Infrastructure can improve deep connections between Indigenous people and their country. We believe it’s our responsibility to lead the way in collaborating with Traditional Owners through using co-design principals and engaging in respectful, authentic and ethical discussions.

Photo courtesy of Level Crossing Removal Project L-R: Adam Maguire (LXRP Southern Program Director), Uncle Shane (Bunurong Land Council), Paul Raworth (Area Manager), Kirsty Baxter (Health Safety Quality Environment & Sustainability Manager), Steve Litterick (SPA General Manager), Ben Quinlan (Superintendent), Sonya Kilkenny (State Member for Carrum).


WSP is at the forefront of industry change when it comes to Indigenous co-design – and has a real opportunity to create a built environment that reflects Australia’s first people.


This is the firm belief of Dhuduroa-Yorta Yorta man Allan Murray, who is also WSP’s Principal Aboriginal Affairs Consultant.


“Indigenous co-design is important if we are to progress the Australian design trajectory,” he says.


“The power of Aboriginal design encompasses a potential to influence a new Australian vernacular, where designs intrinsically connect to place and context.


“While not an industry norm yet, clients are now considering this Indigenous-led design approach and want to apply it to other major projects in Australia.”


As design partner of Victoria’s Level Crossing Removal Project, WSP has been working closely with representatives of Boonwurrung/Bunurong Country in Victoria on design and integration in the southern program of works, including level crossings removals in Seaford, Cheltenham, Mentone, Carrum, Edithvale and Bonbeach.


“Through the co-design process and matching ambitions to opportunities, we are leaving a legacy where Traditional Owners can forever tell their story and share cultural knowledge in a culturally safe place,” Allan says.


Yuin man Michael Hromek and WSP’s Technical Executive Indigenous Architecture, Design & Knowledge, says the southern projects are considered unique in terms of Indigenous co-design.


“We co-designed many of the spaces in an iterative process in which Traditional Owners had direct input into the architects’ decisions at the right time,” he says.


“LXRP’s project was structured with an urban design reference panel that embraced the idea of reflecting local Aboriginal design into the built environment.


“That allowed us to do other things outside of the initial scope – such as walls, lights, and landscaping – and have input into additional works packages.


“Ultimately, we want to create a ‘songline’ of spaces and design that connect the whole project together thematically and to the notion of Country.”


Allan has been in LXRPs’ Southern Program Alliance – which is delivering the projects – since it was established in late 2017. More than 500 team members with the southern program have participated in some form of cultural activity – from attending awareness training and NAIDOC Week activities to smoking ceremonies and tours of traditional lands.


“We have been able to incorporate cultural values and principles on a major project and bring them to life on a larger scale,” he says.


At Carrum, one of the key southern program sites, LXRP was enthusiastic about using a diamond pattern and a representation of the eagle ‘Bunjuil’ on an urban marker next to Karrum Karrum Bridge.

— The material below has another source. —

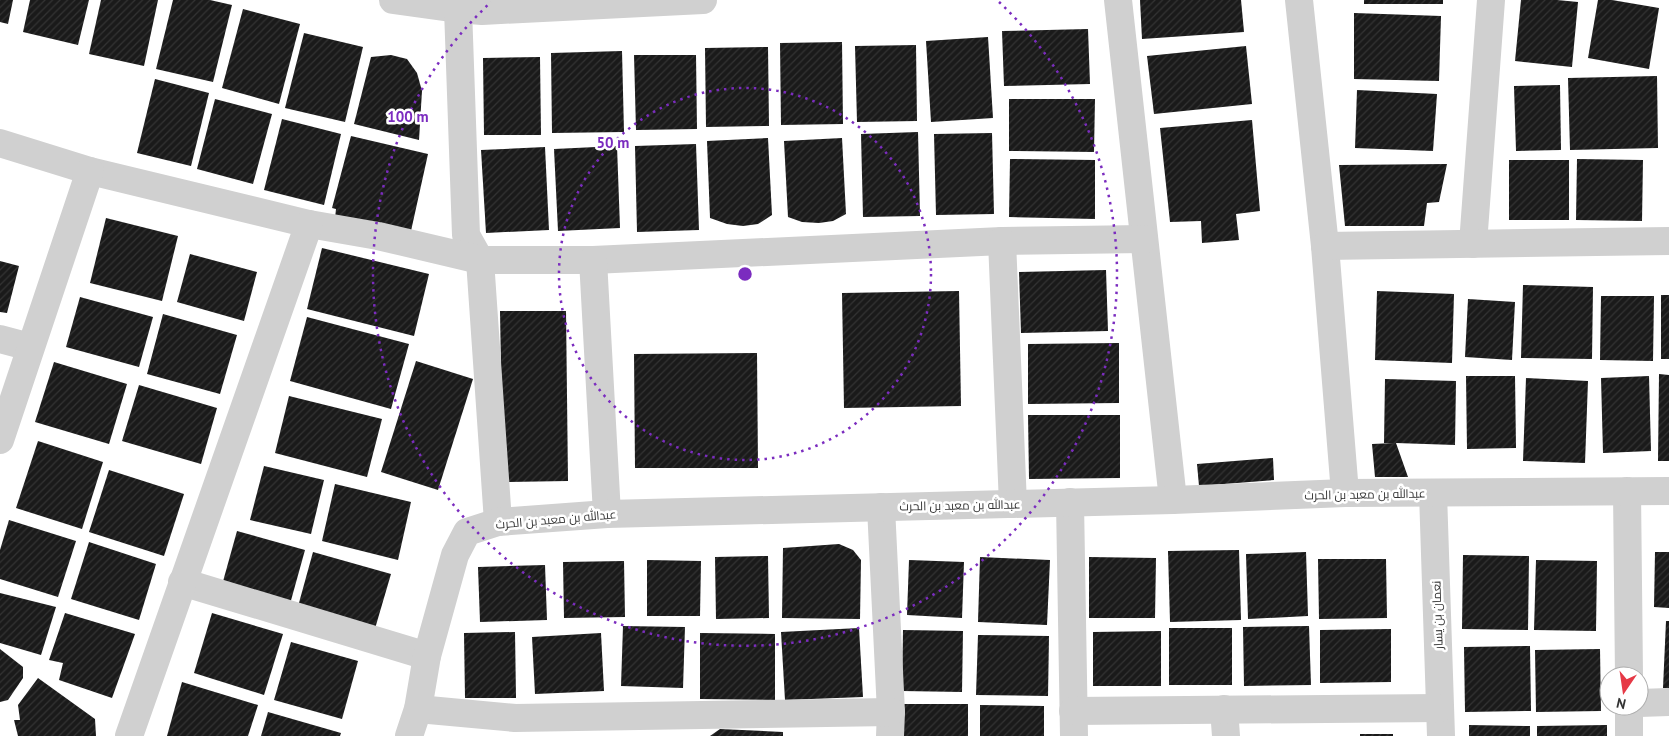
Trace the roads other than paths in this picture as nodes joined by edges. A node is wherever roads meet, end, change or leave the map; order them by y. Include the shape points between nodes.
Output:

The diamond pattern identifies the Boonwurrung/Bunurong people while Bunjil represents spiritual creator of Port Phillip Bay. Additionally, a yarning circle – an amphitheatre where the community can sit and talk – has been designed and built, leaving a legacy for locals and visitors.

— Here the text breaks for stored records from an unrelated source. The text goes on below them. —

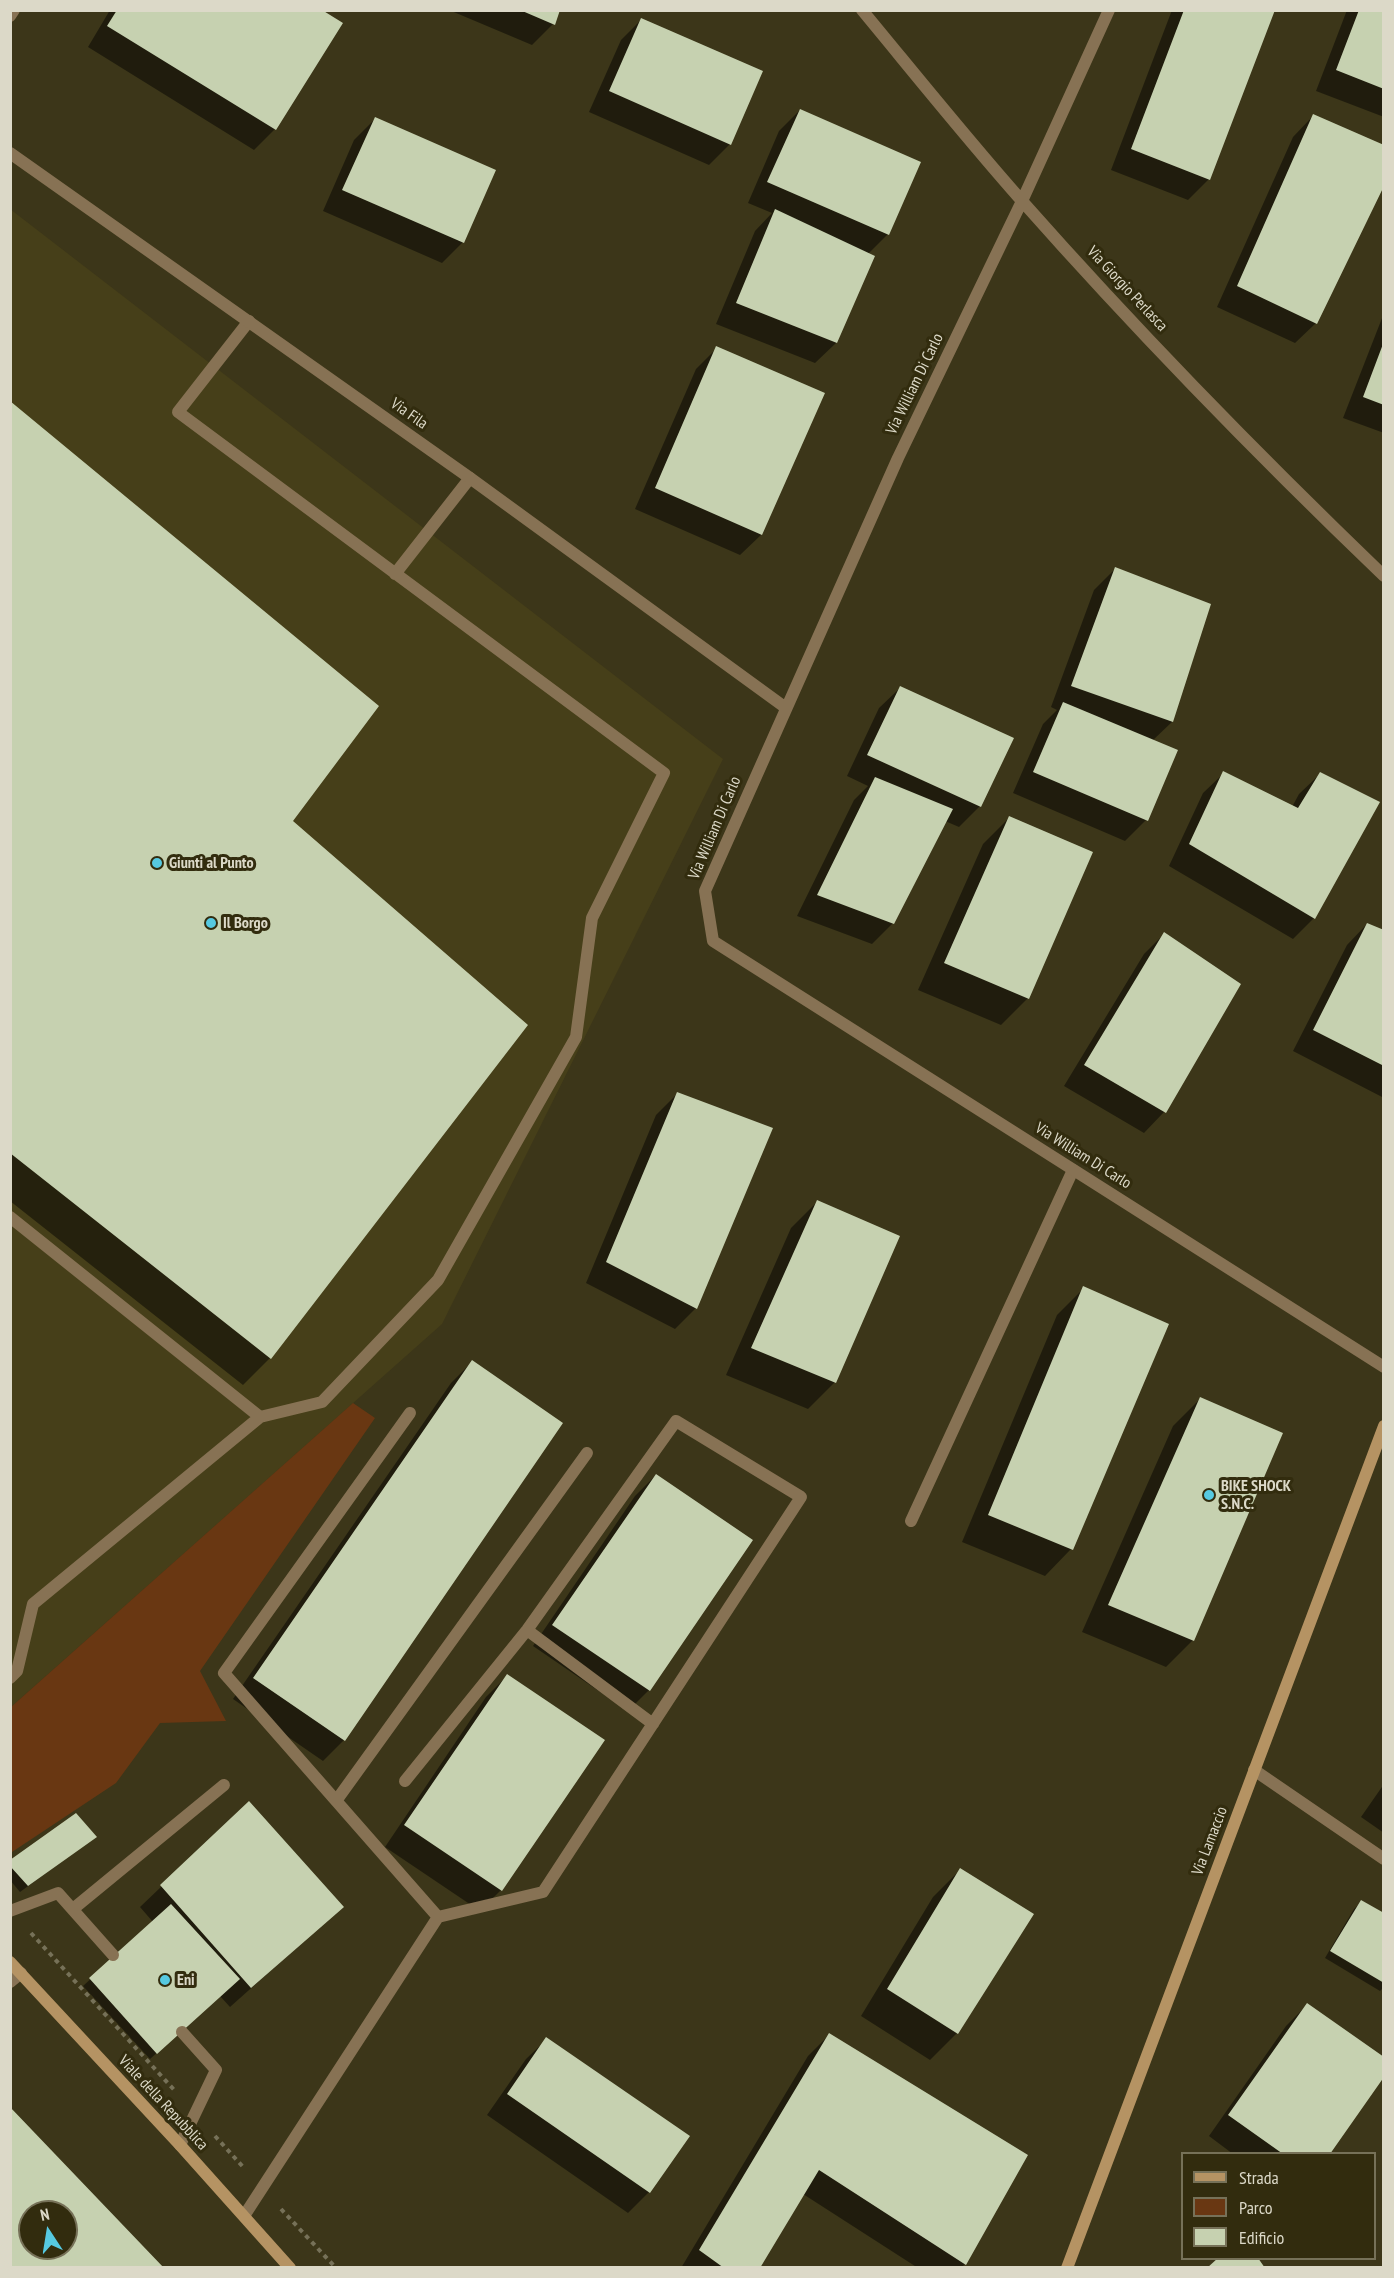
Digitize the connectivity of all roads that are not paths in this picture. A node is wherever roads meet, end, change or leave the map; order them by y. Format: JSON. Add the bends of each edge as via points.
{"nodes":[{"id":1,"x":14,"y":10,"type":"edge"},
{"id":2,"x":862,"y":10,"type":"edge"},
{"id":3,"x":1109,"y":10,"type":"edge"},
{"id":4,"x":10,"y":16,"type":"edge"},
{"id":5,"x":10,"y":153,"type":"edge"},
{"id":6,"x":1022,"y":201,"type":"junction"},
{"id":7,"x":249,"y":321,"type":"junction"},
{"id":8,"x":470,"y":478,"type":"junction"},
{"id":9,"x":395,"y":574,"type":"junction"},
{"id":10,"x":1383,"y":576,"type":"edge"},
{"id":11,"x":786,"y":708,"type":"junction"},
{"id":12,"x":1073,"y":1170,"type":"junction"},
{"id":13,"x":10,"y":1217,"type":"edge"},
{"id":14,"x":1383,"y":1367,"type":"edge"},
{"id":15,"x":410,"y":1413,"type":"dead end"},
{"id":16,"x":260,"y":1417,"type":"junction"},
{"id":17,"x":1383,"y":1426,"type":"edge"},
{"id":18,"x":587,"y":1452,"type":"dead end"},
{"id":19,"x":911,"y":1521,"type":"dead end"},
{"id":20,"x":527,"y":1630,"type":"junction"},
{"id":21,"x":10,"y":1678,"type":"edge"},
{"id":22,"x":653,"y":1724,"type":"junction"},
{"id":23,"x":1254,"y":1770,"type":"junction"},
{"id":24,"x":405,"y":1781,"type":"dead end"},
{"id":25,"x":224,"y":1785,"type":"dead end"},
{"id":26,"x":336,"y":1802,"type":"junction"},
{"id":27,"x":1383,"y":1859,"type":"edge"},
{"id":28,"x":73,"y":1909,"type":"junction"},
{"id":29,"x":10,"y":1911,"type":"edge"},
{"id":30,"x":438,"y":1917,"type":"junction"},
{"id":31,"x":113,"y":1955,"type":"dead end"},
{"id":32,"x":10,"y":1962,"type":"edge"},
{"id":33,"x":21,"y":1973,"type":"junction"},
{"id":34,"x":10,"y":1982,"type":"edge"},
{"id":35,"x":182,"y":2032,"type":"dead end"},
{"id":36,"x":180,"y":2145,"type":"junction"},
{"id":37,"x":244,"y":2216,"type":"junction"},
{"id":38,"x":290,"y":2268,"type":"edge"},
{"id":39,"x":1067,"y":2268,"type":"edge"}],
"edges":[{"from":1,"to":4,"type":"street"},
{"from":2,"to":6,"type":"street","name":"Via Giorgio Perlasca"},
{"from":3,"to":6,"type":"street","name":"Via William Di Carlo"},
{"from":5,"to":7,"type":"street","name":"Via Fila"},
{"from":6,"to":10,"type":"street","name":"Via Giorgio Perlasca","via":[[1143,333]]},
{"from":6,"to":11,"type":"street","name":"Via William Di Carlo","via":[[898,458]]},
{"from":7,"to":8,"type":"street","name":"Via Fila"},
{"from":7,"to":9,"type":"street","via":[[178,412]]},
{"from":8,"to":9,"type":"street"},
{"from":8,"to":11,"type":"street","name":"Via Fila"},
{"from":9,"to":16,"type":"street","via":[[664,774],[592,918],[576,1037],[438,1280],[322,1402]]},
{"from":11,"to":12,"type":"street","name":"Via William Di Carlo","via":[[705,891],[713,941]]},
{"from":12,"to":14,"type":"street","name":"Via William Di Carlo"},
{"from":12,"to":19,"type":"street"},
{"from":13,"to":16,"type":"street"},
{"from":15,"to":26,"type":"street","via":[[225,1673]]},
{"from":16,"to":21,"type":"street","via":[[33,1604],[18,1671]]},
{"from":17,"to":23,"type":"street","name":"Via Lamaccio"},
{"from":18,"to":26,"type":"street"},
{"from":20,"to":22,"type":"street"},
{"from":20,"to":22,"type":"street","via":[[676,1421],[801,1497]]},
{"from":20,"to":24,"type":"street"},
{"from":22,"to":30,"type":"street","via":[[543,1892]]},
{"from":23,"to":27,"type":"street"},
{"from":23,"to":39,"type":"street","name":"Via Lamaccio"},
{"from":25,"to":28,"type":"street"},
{"from":26,"to":30,"type":"street"},
{"from":28,"to":29,"type":"street","via":[[58,1893]]},
{"from":28,"to":31,"type":"street"},
{"from":30,"to":37,"type":"street"},
{"from":32,"to":33,"type":"street","name":"Viale della Repubblica"},
{"from":33,"to":34,"type":"street"},
{"from":33,"to":36,"type":"street","name":"Viale della Repubblica"},
{"from":35,"to":36,"type":"street","via":[[216,2070]]},
{"from":36,"to":37,"type":"street","name":"Viale della Repubblica"},
{"from":37,"to":38,"type":"street","name":"Viale della Repubblica"}]}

The yarning circle was officially opened during NAIDOC Week on 9 July, when LXRP team members and the local community joined Uncle Shane from the Bunurong Land Council, the Minister for Aboriginal Affairs Gavin Jennins and local MP Sonya Kilkenny, at a smoking ceremony and Welcome to Country.


Allan Murray says that opportunities emerge through greater understanding of country.

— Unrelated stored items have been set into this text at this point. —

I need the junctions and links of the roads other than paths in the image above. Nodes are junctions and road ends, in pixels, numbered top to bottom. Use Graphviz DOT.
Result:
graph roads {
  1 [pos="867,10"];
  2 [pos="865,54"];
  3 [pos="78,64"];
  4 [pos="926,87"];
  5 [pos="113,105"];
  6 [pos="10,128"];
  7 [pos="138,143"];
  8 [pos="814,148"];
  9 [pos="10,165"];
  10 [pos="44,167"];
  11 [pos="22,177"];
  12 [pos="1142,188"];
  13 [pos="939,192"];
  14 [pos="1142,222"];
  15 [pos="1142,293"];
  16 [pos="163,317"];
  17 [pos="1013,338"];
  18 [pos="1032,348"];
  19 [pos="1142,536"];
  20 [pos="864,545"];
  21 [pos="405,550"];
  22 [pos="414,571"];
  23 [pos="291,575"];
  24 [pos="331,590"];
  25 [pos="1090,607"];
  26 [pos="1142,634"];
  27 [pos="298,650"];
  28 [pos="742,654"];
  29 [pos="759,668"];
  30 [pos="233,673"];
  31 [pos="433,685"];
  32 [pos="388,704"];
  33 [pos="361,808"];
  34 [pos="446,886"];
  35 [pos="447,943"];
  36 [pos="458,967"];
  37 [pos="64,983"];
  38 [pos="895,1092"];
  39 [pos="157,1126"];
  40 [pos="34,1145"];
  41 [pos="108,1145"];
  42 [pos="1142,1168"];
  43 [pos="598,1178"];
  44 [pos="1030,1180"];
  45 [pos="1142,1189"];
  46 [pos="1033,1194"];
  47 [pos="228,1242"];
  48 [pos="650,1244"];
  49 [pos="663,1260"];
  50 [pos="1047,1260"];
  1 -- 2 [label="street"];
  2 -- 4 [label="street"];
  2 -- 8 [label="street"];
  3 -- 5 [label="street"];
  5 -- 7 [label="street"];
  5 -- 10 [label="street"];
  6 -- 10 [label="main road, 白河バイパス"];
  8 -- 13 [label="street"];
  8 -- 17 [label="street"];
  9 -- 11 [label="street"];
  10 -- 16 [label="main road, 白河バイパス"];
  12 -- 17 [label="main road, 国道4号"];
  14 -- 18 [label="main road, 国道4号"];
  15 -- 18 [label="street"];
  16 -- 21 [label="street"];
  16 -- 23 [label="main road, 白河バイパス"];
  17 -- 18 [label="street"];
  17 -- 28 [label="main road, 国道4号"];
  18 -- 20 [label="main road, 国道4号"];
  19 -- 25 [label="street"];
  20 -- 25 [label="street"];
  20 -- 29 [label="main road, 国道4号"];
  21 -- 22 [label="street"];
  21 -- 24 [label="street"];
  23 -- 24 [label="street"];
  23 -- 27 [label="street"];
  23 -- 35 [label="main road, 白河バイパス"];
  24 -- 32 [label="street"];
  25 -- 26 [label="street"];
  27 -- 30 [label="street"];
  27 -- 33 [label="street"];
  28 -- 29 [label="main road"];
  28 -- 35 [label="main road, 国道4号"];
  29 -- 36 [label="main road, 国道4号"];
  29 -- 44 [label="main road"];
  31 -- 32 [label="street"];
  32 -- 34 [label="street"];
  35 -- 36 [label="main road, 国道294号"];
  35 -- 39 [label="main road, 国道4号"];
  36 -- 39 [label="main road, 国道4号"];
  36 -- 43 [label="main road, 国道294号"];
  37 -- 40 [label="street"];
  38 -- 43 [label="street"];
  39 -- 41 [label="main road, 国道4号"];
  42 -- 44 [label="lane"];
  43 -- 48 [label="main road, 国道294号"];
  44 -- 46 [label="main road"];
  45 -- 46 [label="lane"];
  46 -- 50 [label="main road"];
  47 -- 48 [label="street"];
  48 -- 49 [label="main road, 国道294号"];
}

“Relationships can be drawn on for input in other applications, such as Aboriginal participation plans, cultural competency and cultural awareness training and having a project Reconciliation Action Plan (RAP),” he says.


“At the Southern Program Alliance, we exceeded all Aboriginal participation targets because we managed expectations on both sides.”


Together with our Southern Program Alliance (SPA) partners, Lendlease and Acciona Coleman Rail, Metro Trains Melbourne and Level Crossing Removal Authority (LXRA), we are delivering the $588 million Initial Works Package, removing four level crossings on the Frankston Line.